Dans sa marche à Neuilly, Zizi se heurta donc à cet embryon de fête foraine, et s’y accrocha comme une paille entraînée par le ruisseau s’accroche à quelque pavé. Dire qu’il oublia La Veuve, la baronne et leur terrible entretien, ce serait exagéré. Cette pensée, au contraire, ne le quitta pas durant les trois jours qu’il passa là, amarré à la fête, s’offrant d’innombrables tournées de chevaux de bois, assistant à toutes les représentations du cirque, se nourrissant de crêpes, de chaussons aux pommes et de nougat, enfin vidant jusqu’à la lie la coupe des plaisirs que peuvent offrir des baraques foraines. Le soir du troisième jour, ayant constaté qu’il ne lui restait plus que sept sous, Zizi se prit à faire de sérieuses réflexions.


– D’abord, si je préviens les gens de Neuilly des manigances de La Veuve, ça sera un sale tour que j’aurai joué à ces deux chipies. Ça sera toujours ça de gagné. Ensuite, c’est sûr que les types m’abouleront un bon pourboire.


Sûr d’empocher cent francs, Zizi se mit à bâtir des projets, s’arrêtant des demi-heures à des devantures où il se choisissait toutes sortes de choses dont il se découvrait un besoin urgent, si bien qu’il s’aperçut tout à coup que les magasins fermaient, et qu’il était plus de dix heures. Alors, il se mit à courir. En un quart d’heure, il gagna la maison signalée par la baronne. Il n’y avait pas à s’y tromper: c’était la villa voisine de celle où il avait été conduit par La Veuve pour aider Jean Nib dans sa tentative de cambriolage.

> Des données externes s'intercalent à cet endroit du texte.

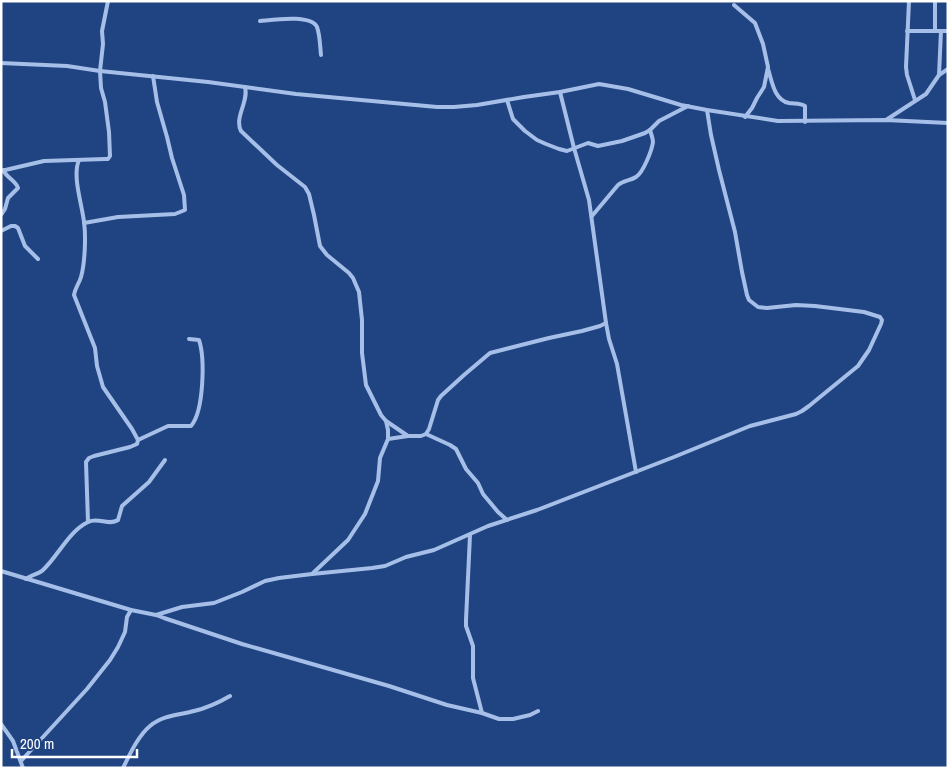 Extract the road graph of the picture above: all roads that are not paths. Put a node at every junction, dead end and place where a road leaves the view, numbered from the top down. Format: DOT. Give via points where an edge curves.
graph roads {
  1 [pos="108,1"];
  2 [pos="908,1"];
  3 [pos="935,1"];
  4 [pos="734,5"];
  5 [pos="260,21"];
  6 [pos="907,31"];
  7 [pos="936,31"];
  8 [pos="941,31"];
  9 [pos="948,31"];
  10 [pos="321,55"];
  11 [pos="1,63"];
  12 [pos="768,67"];
  13 [pos="948,69"];
  14 [pos="100,71"];
  15 [pos="939,75"];
  16 [pos="153,76"];
  17 [pos="245,87"];
  18 [pos="560,92"];
  19 [pos="507,100"];
  20 [pos="915,100"];
  21 [pos="688,106"];
  22 [pos="707,110"];
  23 [pos="745,117"];
  24 [pos="886,120"];
  25 [pos="805,122"];
  26 [pos="948,123"];
  27 [pos="650,130"];
  28 [pos="574,148"];
  29 [pos="79,160"];
  30 [pos="2,171"];
  31 [pos="1,215"];
  32 [pos="592,216"];
  33 [pos="84,223"];
  34 [pos="2,224"];
  35 [pos="6,228"];
  36 [pos="1,231"];
  37 [pos="38,259"];
  38 [pos="606,323"];
  39 [pos="189,339"];
  40 [pos="386,421"];
  41 [pos="426,434"];
  42 [pos="408,436"];
  43 [pos="388,439"];
  44 [pos="138,440"];
  45 [pos="165,460"];
  46 [pos="636,472"];
  47 [pos="507,520"];
  48 [pos="88,522"];
  49 [pos="470,535"];
  50 [pos="1,571"];
  51 [pos="312,574"];
  52 [pos="26,578"];
  53 [pos="132,610"];
  54 [pos="156,615"];
  55 [pos="230,696"];
  56 [pos="538,711"];
  57 [pos="482,713"];
  58 [pos="1,724"];
  59 [pos="21,761"];
  60 [pos="23,768"];
  61 [pos="123,768"];
  1 -- 14 [label="street" via="102,31"];
  2 -- 6 [label="street"];
  3 -- 7 [label="street"];
  4 -- 12 [label="street" via="756,22"];
  5 -- 10 [label="street" via="310,21 317,28"];
  6 -- 7 [label="street"];
  6 -- 20 [label="street" via="906,75"];
  7 -- 8 [label="street"];
  8 -- 9 [label="street"];
  8 -- 15 [label="street"];
  11 -- 14 [label="street"];
  12 -- 23 [label="street" via="764,88"];
  12 -- 25 [label="street" via="781,100 805,106"];
  13 -- 15 [label="street"];
  14 -- 16 [label="street"];
  14 -- 29 [label="street" via="110,156 108,159"];
  15 -- 20 [label="street" via="926,94"];
  16 -- 17 [label="street"];
  16 -- 33 [label="street" via="157,102 184,195 185,210 175,214 118,217"];
  17 -- 19 [label="street" via="437,107"];
  17 -- 40 [label="street" via="239,124 241,131 276,165 305,187 320,246 356,284 361,307 366,385"];
  18 -- 19 [label="street"];
  18 -- 21 [label="street" via="599,84"];
  18 -- 28 [label="street"];
  19 -- 28 [label="street" via="513,119 530,135 559,149 567,151"];
  20 -- 24 [label="street"];
  21 -- 22 [label="street"];
  21 -- 27 [label="street"];
  22 -- 23 [label="street"];
  22 -- 46 [label="street" via="749,300 767,308 796,305 864,312 882,320 858,366 802,411 750,426"];
  23 -- 25 [label="street"];
  24 -- 25 [label="street"];
  24 -- 26 [label="street"];
  27 -- 28 [label="street" via="622,141 598,146 588,143"];
  27 -- 32 [label="street" via="652,146 640,173 618,185"];
  28 -- 32 [label="street"];
  29 -- 30 [label="street" via="44,161"];
  29 -- 33 [label="street" via="77,180"];
  30 -- 31 [label="street" via="18,188 8,198"];
  32 -- 38 [label="street"];
  33 -- 44 [label="street" via="83,268 74,295 95,348 103,387"];
  34 -- 35 [label="street"];
  35 -- 36 [label="street"];
  35 -- 37 [label="street" via="18,228 25,246"];
  38 -- 41 [label="street" via="490,353 441,396"];
  38 -- 46 [label="street" via="617,364"];
  39 -- 44 [label="street" via="199,340 202,358 201,394 195,419 191,426 168,426"];
  40 -- 42 [label="street"];
  40 -- 43 [label="street"];
  41 -- 42 [label="street"];
  41 -- 47 [label="street" via="456,449 466,469"];
  42 -- 43 [label="street"];
  43 -- 51 [label="street" via="366,514 348,540"];
  44 -- 48 [label="street" via="130,447 94,456 86,462"];
  45 -- 48 [label="street" via="149,482 122,506 118,520 113,523"];
  46 -- 47 [label="street"];
  47 -- 49 [label="street"];
  48 -- 52 [label="street" via="69,538 42,571"];
  49 -- 51 [label="street" via="386,566"];
  49 -- 57 [label="street" via="466,626 473,646 472,678"];
  50 -- 52 [label="street"];
  51 -- 54 [label="street" via="265,581 214,602"];
  52 -- 53 [label="street"];
  53 -- 54 [label="street"];
  53 -- 59 [label="street" via="110,660"];
  54 -- 57 [label="street" via="242,644"];
  55 -- 61 [label="street" via="217,704 173,715 151,725"];
  56 -- 57 [label="street" via="505,720"];
  58 -- 59 [label="street"];
  59 -- 60 [label="street"];
}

Zizi agita la sonnette, une fois, deux fois, trois fois, de plus en plus fort. Mais rien ne répondit. Aucune lumière ne se montra; aucun de ces bruits intérieurs qui prouvent qu’on s’apprête à répondre, sinon à ouvrir.


– Zut! fit le voyou en pâlissant. Y a plus personne. Mes cent balles sont dans le lac… Les bourgeois ont déménagé… ou bien… c’est-y… oh! bon sang de sort! c’est-y que La Veuve a déjà fait son coup?

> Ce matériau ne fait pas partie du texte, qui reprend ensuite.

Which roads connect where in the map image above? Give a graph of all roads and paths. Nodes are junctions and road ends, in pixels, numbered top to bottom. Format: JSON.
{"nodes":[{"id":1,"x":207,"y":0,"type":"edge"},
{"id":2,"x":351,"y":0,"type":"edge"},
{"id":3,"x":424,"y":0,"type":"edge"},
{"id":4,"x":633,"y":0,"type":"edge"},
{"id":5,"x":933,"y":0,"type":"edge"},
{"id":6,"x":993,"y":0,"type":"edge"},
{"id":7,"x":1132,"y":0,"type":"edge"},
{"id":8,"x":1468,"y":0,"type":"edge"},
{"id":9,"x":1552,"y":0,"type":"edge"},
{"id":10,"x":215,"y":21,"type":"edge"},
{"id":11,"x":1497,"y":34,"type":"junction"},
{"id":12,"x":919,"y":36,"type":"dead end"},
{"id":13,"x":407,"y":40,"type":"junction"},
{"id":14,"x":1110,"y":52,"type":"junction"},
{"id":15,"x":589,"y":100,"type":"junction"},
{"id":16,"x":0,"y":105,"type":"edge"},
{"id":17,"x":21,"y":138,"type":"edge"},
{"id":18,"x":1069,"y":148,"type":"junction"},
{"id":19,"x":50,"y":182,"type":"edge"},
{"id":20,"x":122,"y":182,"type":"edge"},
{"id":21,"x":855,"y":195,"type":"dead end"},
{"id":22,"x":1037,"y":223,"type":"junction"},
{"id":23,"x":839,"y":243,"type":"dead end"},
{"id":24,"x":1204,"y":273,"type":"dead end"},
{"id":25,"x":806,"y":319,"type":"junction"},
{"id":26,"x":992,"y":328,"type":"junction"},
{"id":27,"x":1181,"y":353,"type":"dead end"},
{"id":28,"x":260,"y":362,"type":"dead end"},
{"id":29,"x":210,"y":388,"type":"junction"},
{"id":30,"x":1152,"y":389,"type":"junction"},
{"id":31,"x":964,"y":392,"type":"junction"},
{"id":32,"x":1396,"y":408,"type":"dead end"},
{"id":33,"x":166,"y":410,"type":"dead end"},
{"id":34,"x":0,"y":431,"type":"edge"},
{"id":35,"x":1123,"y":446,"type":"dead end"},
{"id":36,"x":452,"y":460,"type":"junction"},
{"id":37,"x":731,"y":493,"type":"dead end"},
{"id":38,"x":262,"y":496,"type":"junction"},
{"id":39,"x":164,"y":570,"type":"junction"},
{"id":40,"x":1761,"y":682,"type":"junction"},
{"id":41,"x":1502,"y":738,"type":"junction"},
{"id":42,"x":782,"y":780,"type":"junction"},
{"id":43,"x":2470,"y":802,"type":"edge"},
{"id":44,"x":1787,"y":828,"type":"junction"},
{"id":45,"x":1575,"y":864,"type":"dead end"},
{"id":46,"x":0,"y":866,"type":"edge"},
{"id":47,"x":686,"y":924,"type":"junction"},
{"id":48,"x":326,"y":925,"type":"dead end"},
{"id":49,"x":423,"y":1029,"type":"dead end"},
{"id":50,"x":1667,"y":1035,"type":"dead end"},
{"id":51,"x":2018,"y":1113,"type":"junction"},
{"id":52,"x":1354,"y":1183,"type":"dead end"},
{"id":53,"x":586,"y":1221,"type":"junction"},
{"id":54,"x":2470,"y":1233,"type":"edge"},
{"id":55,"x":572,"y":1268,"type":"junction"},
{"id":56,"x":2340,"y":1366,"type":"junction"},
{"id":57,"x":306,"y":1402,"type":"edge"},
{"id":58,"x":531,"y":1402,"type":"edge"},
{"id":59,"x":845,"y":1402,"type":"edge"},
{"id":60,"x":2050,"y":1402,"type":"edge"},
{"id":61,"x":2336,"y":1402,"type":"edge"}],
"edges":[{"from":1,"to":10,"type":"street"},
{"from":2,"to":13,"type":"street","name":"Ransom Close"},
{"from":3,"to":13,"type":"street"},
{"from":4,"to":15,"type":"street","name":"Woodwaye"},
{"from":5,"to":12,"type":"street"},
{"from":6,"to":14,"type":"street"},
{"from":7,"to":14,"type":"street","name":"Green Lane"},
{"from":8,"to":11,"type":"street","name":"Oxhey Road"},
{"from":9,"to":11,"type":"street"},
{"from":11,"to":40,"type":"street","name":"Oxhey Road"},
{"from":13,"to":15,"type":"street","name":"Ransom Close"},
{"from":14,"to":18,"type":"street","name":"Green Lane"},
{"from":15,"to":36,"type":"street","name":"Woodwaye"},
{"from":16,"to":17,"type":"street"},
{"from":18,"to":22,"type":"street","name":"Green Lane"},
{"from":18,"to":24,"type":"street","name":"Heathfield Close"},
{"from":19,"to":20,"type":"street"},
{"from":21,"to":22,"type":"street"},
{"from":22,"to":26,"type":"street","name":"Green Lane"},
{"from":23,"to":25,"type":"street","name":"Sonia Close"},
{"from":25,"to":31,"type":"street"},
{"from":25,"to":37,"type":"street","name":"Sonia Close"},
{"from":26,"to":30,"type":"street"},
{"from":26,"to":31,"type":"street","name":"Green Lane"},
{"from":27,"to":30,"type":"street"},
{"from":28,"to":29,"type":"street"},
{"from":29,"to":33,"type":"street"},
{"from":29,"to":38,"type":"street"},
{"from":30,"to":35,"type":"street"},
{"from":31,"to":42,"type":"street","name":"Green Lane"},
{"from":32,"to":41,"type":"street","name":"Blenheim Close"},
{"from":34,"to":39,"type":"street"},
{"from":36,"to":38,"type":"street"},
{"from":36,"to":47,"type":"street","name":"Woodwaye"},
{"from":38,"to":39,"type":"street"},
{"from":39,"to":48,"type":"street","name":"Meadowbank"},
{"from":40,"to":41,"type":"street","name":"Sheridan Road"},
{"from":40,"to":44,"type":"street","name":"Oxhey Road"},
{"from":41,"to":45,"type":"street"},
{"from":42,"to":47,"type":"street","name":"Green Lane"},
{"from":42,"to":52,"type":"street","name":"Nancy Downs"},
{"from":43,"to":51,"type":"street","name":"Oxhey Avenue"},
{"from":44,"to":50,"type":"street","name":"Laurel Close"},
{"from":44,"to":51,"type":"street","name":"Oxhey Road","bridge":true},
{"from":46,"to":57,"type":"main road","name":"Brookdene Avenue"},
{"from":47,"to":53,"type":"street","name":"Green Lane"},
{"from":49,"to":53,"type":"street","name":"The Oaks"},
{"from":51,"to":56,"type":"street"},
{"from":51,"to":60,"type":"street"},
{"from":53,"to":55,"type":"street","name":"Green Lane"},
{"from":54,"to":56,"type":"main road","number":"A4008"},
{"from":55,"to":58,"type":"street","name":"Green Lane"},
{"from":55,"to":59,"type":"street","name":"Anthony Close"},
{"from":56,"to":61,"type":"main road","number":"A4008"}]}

Zizi sonna encore, mais cette fois sans conviction; et, convaincu que la maison était déserte, il demeura tout étourdi, se reprochant amèrement de ne pas être venu tout de suite…

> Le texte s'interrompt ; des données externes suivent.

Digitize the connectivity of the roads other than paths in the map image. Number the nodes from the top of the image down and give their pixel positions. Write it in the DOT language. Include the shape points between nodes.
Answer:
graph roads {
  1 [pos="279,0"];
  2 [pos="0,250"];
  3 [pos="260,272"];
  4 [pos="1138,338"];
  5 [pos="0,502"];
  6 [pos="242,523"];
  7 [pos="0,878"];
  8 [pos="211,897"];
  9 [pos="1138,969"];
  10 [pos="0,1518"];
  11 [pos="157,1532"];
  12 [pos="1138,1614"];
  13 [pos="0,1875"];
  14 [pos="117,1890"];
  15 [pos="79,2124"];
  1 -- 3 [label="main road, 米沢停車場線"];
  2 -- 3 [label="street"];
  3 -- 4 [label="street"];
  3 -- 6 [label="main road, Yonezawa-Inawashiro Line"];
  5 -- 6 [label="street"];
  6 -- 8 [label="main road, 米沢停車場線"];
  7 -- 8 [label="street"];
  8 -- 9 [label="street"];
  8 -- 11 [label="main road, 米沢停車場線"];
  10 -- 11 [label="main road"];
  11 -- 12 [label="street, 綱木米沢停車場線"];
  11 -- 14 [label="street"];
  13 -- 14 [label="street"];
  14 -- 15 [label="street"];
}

Pendant dix minutes, il resta planté devant la grille, puis, bien certain de son malheur, il s’en alla lentement. Il n’avait pas fait vingt pas qu’il se sentit tout à coup saisi par deux bras robustes qui l’enlevèrent comme une plume. Il voulut se débattre, mais il comprit aussitôt qu’il avait affaire à forte partie; il voulut crier, mais une main rude s’appliqua sur sa bouche. Dès lors, Zizi se tint tranquille.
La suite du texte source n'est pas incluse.